Spin-density-wave–induced anomalies in the optical conductivity of AFe2As2, (A=Ca, Sr, Ba)

We report the complex dielectric function of high-quality AFe2As2, (A=Ca,Sr,Ba) single crystals with TN=150K, 200K, and 138K, respectively, determined by broadband spectroscopic ellipsometry. In CaFe2As2 we identify the optical spin-density--wave gap $2\Delta_{\mathrm{SDW}}\approx1250\ \textrm{cm}^{-1}$. The $2\Delta_{\mathrm{SDW}}/(k_{\mathrm{B}}T_{\mathrm{N}})$ ratio amounts to 12 in CFA, significantly larger than the corresponding values for the SFA and BFA compounds: 8.7 and 5.3, respectively. We further show that, similarly to the Ba-based compound, two characteristic SDW energy gaps can be identified in the infrared-conductivity spectra of both SFA and CFA and investigate their detailed temperature dependence in all three materials.

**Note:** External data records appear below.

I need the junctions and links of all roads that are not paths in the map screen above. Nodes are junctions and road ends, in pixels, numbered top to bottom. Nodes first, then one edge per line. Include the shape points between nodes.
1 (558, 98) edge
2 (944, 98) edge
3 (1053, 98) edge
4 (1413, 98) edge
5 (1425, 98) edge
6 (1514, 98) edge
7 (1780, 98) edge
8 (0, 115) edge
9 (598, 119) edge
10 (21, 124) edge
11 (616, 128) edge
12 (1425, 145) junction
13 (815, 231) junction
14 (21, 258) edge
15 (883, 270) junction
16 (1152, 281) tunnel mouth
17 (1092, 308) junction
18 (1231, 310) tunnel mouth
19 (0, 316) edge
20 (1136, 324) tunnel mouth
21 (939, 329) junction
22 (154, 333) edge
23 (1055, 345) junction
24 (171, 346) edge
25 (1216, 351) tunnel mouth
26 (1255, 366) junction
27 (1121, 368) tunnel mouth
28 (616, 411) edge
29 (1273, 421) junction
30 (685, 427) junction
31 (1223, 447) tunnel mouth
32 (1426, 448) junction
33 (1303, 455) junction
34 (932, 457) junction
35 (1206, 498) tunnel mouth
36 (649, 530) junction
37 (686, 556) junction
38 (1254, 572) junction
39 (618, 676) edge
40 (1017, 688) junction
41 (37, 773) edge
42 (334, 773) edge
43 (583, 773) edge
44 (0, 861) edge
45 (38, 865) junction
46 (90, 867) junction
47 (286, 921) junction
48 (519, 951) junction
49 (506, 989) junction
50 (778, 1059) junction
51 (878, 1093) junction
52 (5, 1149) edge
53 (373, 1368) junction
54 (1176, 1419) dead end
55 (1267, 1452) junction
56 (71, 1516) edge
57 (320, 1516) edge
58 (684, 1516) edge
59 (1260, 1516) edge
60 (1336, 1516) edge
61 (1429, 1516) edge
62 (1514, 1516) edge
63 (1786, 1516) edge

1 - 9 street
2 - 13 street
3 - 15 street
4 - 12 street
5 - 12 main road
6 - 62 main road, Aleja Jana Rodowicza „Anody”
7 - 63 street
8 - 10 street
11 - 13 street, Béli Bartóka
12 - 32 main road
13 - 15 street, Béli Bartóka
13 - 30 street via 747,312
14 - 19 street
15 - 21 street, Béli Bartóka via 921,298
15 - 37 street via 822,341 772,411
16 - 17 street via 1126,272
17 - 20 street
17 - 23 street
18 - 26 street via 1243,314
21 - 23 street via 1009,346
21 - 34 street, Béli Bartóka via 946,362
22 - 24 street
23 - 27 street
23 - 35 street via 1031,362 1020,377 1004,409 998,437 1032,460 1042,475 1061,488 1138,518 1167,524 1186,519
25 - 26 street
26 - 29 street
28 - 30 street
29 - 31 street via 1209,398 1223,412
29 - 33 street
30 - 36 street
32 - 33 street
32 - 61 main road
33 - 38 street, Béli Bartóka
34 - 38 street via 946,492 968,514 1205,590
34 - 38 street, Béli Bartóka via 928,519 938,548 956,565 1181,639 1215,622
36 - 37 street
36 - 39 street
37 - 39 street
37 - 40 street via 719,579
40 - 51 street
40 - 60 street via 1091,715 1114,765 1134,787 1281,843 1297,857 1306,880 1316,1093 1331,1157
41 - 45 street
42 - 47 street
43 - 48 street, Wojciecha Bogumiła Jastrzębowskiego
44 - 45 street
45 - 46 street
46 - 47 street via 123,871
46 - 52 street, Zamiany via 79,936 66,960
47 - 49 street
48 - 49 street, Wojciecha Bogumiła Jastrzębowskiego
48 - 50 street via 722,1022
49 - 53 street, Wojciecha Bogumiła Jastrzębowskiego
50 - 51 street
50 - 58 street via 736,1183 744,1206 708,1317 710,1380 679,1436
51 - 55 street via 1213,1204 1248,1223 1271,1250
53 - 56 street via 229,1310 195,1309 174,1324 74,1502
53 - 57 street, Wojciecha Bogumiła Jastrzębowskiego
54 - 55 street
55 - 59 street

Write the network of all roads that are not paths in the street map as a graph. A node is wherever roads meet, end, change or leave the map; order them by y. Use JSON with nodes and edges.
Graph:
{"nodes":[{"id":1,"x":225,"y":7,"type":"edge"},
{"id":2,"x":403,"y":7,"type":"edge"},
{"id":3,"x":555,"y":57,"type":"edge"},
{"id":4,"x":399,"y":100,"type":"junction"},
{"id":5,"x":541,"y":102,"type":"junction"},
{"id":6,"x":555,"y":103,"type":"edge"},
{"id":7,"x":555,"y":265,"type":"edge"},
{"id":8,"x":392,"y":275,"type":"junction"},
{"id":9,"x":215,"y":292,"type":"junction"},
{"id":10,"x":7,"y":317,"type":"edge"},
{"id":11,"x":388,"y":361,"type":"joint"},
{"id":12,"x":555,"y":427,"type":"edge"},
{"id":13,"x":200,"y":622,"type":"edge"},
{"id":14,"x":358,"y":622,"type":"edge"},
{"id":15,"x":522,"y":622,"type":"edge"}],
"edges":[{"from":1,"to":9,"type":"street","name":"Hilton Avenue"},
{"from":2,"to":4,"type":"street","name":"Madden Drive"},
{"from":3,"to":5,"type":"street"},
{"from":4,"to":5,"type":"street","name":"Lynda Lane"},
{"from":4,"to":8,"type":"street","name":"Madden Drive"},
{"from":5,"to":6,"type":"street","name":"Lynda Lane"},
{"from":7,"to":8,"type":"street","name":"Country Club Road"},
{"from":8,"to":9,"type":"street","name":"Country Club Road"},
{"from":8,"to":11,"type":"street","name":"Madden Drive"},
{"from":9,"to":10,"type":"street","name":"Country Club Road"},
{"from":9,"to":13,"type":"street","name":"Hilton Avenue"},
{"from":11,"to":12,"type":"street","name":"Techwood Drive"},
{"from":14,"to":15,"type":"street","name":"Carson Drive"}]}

This analysis reveals the existence of an anomaly in CFA at a temperature T*=80K, well below the N\'eel temperature of this compound, which implies weak coupling between the two SDW subsystems. The coupling between the two subsystems evolves to intermediate in the Sr-based and strong in the Ba-based material. Our results single out CFA in the class of 122 iron-based materials by demonstrating the existence of two weakly coupled and extremely metallic electronic subsystems.